More Garage Sale Angst (Patricia Potter)

posted by Patricia Potter on Friday, September 15, 2006 . Post a comment for a chance to win free books!
The garage sale saga continues.

In my last blog, I discussed my inability to surrender even a minimal number of books to our gigantic community garage sale.

As one reply suggested, I should probably look elsewhere for merchandise. I had, after all, signed up for the event in the prospect of weeding out books. I had forked over my twenty dollars plus another twenty for four long tables.

Since my search for unwanted books among several thousand resulted in a grand total of six, I turned to other sources. Lots of places to look. Mainly in the boxes stored in my garage. My 96-six-year-old mother recently went into a nursing home, and my brother and I boxed ninety years of memories.

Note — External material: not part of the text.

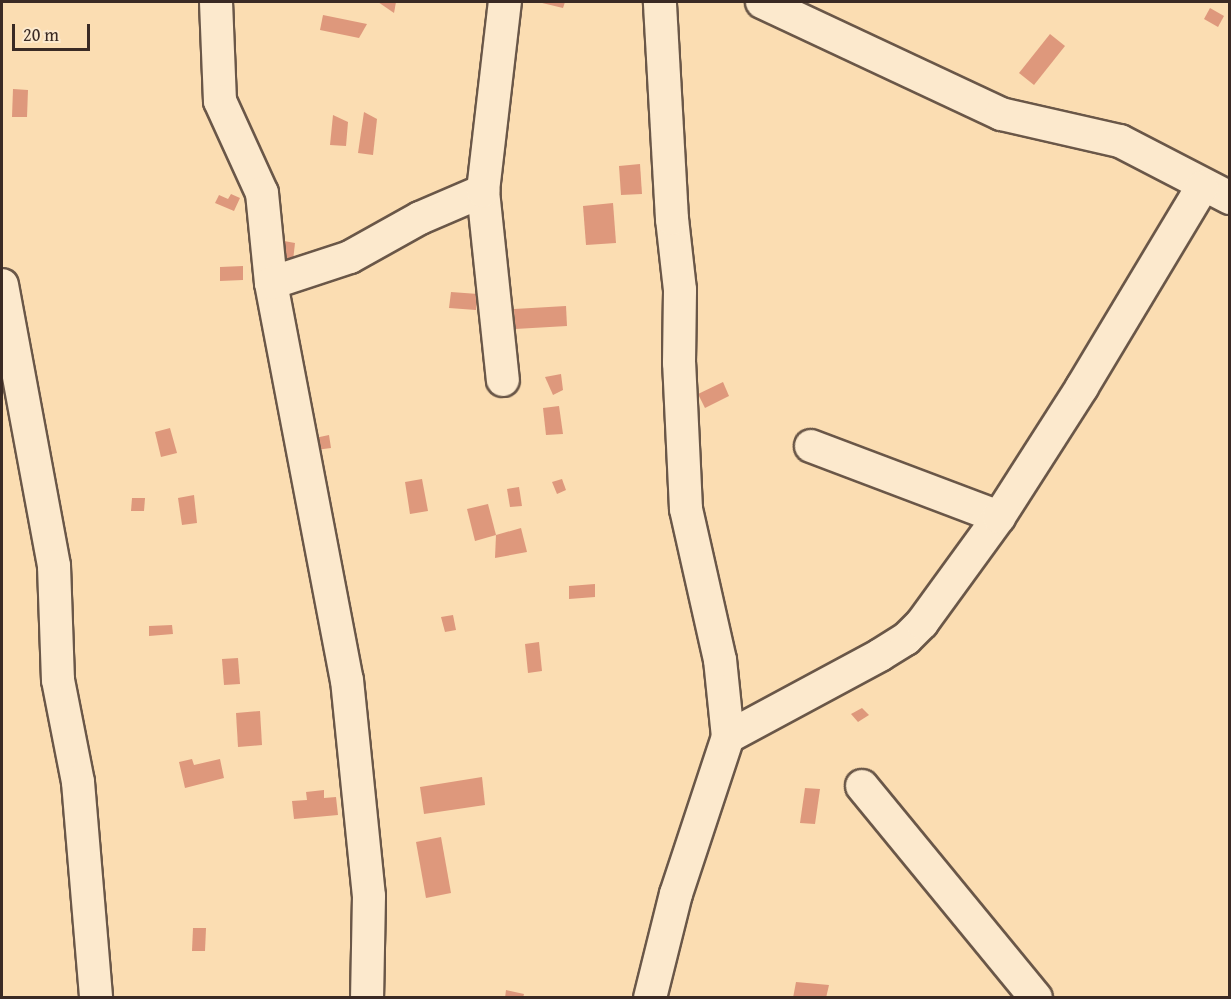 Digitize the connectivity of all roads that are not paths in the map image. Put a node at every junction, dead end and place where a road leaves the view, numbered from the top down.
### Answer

My brother and his brood have taken what they want, and I have taken some items for my own use, but there are still boxes and boxes of stuff I could not bear to throw away but no one else wanted.

I decided to look through them in my quest for saleable items for my four empty tables.

One large box contained hand-embroidered dish clothes, table cloths and napkins that were crafted by my grandmother three quarters of a century ago, along with a ceramic teapot and tray that lived in my parents’ various homes for the seventy-plus years my parents were married. I remember them well.

There are wonderful painted vases picked up on their travels, a stock pot of a kind that are no longer made and had been once the source of “real” chicken and dumplings. I’ve never made chicken and dumplings but there’s always tomorrow.

Another box reveals paintings that I remember from childhood, and a set of silver plated knives, forks and spoons reserved for Sundays. As I unwrap them and run my fingers over their used surfaces, I remember how much they meant to my parents. How proud they were of the sterling silver tongs, and the lovely old dishes, and the crystal desert plates.

Sell them to a stranger? It would be like selling my soul.

But what to do with them? I am of the paper and plastic generation. Paper napkins. Easy-to- wash plastic place mats. Microwave and dishwasher proof 21th Century materials.

I replace the stuff and try another box. This time photos. The treasure among them is a small but thick leather-bound photo album dating back to 1864, according to the cover. Carefully inserted in the pages are wonderful but mostly nameless portraits of people I assume are antecedents. Their generation is hinted at only through their clothes and hair, facial and other. Someone cared enough to keep that album one hundred and fifty years. How can I be the one that breaks that chain?

Then there are the photos of my mother as a child. There’s a picture of her from 1915 in a Martha Washington costume for a Fourth of July Parade. She still remembers that parade. The latter, of course, is not suitable for a garage sale but the photos bring back memories and regret that really no one in the family – other than me – is really interested. How many of those precious photos will be lost because there is no room, or no interest?

So what do you do when a member of your family has to downsize to one small room, and you are faced with preserving cherished belongings and photos that were so dear to them? I will try to keep them, along with the books, all the time knowing that I’m really leaving the problem to someone else, someone who probably won’t treasure every one of those embroidered – and yellowed – table cloths, and hundred- year-old photos of people I do not know.

I am open to suggestions, though. Really. Any help gratefully accepted.
Psychiatric advice as well.

In the meantime, the sale is looming.

I think I will offer my four tables and loan of my driveway to my neighbor who was even more dilatory than I in signing up. To his stuff, I’ll add my half a dozen books, two elderly lamps, and an old electric typewriter.

Or maybe I should rethink that electric typewriter.